3. Inform, inform, inform. People use social media as a way to become educated on different things that are important to them. If someone is following you, has liked your page, or connected to you in some way on social media, then they want to learn more. Keep them in the loop as to what is new in dentistry and use social media to communicate it.

4. Be witty, fun, but more importantly be you. One of the biggest advantages that social media affords dental practices is the ability to humanize the doctor and team – to build a stronger relationship. With the advent of social media, dentists have gone from being, “that guy who is about this tall, older, with dark hair. Office located on the corner of 2nd and Bryan Streets” to being, “Dr. Jane Doe who is wonderful. I’ve liked her Facebook page. You can find her by going to my page.” As you venture into the social media world, fun and humor will get you more leverage out of your posts. But being yourself and coming across as genuine will get you the best long-term leverage.

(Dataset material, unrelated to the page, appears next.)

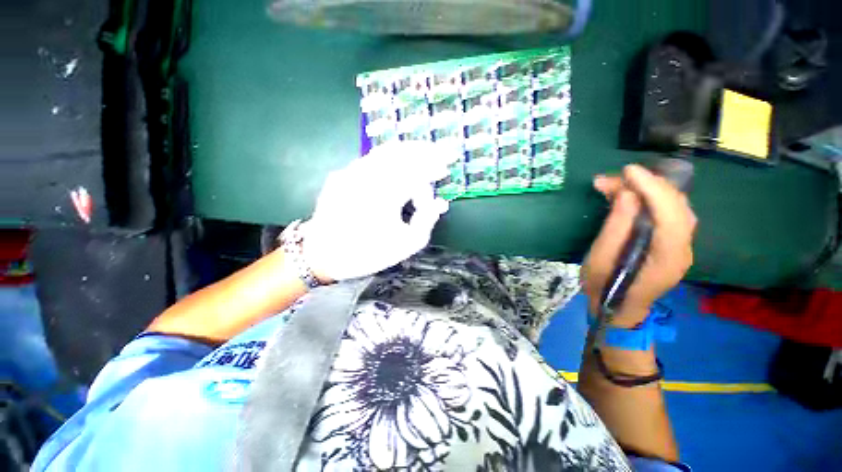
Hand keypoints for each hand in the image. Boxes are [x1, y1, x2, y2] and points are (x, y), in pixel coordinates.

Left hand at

5. Keep it short and powerful. No one likes to read a novel during their social media time. Most people participate in social media in between activities, on a break, waiting for someone – so keep it short, simple and filled with a powerful message.

6. Use visuals. A picture is worth a thousand words. So when possible, post photos or illustrations to get your point across. You can also use popular memes as a way of communicating a message as well. Grumpy Cat, anyone?

7. Be positive. All of your posts/tweets/shares, etc., should be positive. Social media is not a place meant for businesses or practices to vent about products, companies, or even patients. Yes, I have seen it happen and it was not pretty. Use the power of social media for good. Remember what your mom used to tell you – if you can’t say something nice, don’t say anything at all.

8. Ask for what you want. Don’t be afraid to ask. If you want someone to like a post or a photo – ask for it. If you want someone to comment, retweet or share, ask them to do it. More importantly, if you want someone to call the practice and schedule an appointment for let’s say, whitening – then ask them to call. If you don’t ask, who’s to say that they will? The worst thing that can happen is that they don’t do it. Well – they aren’t doing it anyway, so there’s no risk in putting the information and opportunity out there.

9. Just do it. There is little to no risk at all to being in social media as long as you are polite and positive. The bigger risk is putting your head in the sand and pretending it isn’t happening or hoping that 1.11 billion people decide it is a waste of time and abandon it altogether.  Since that is unlikely to happen, give it a try. What could it hurt? An even better question to ask … how could it help?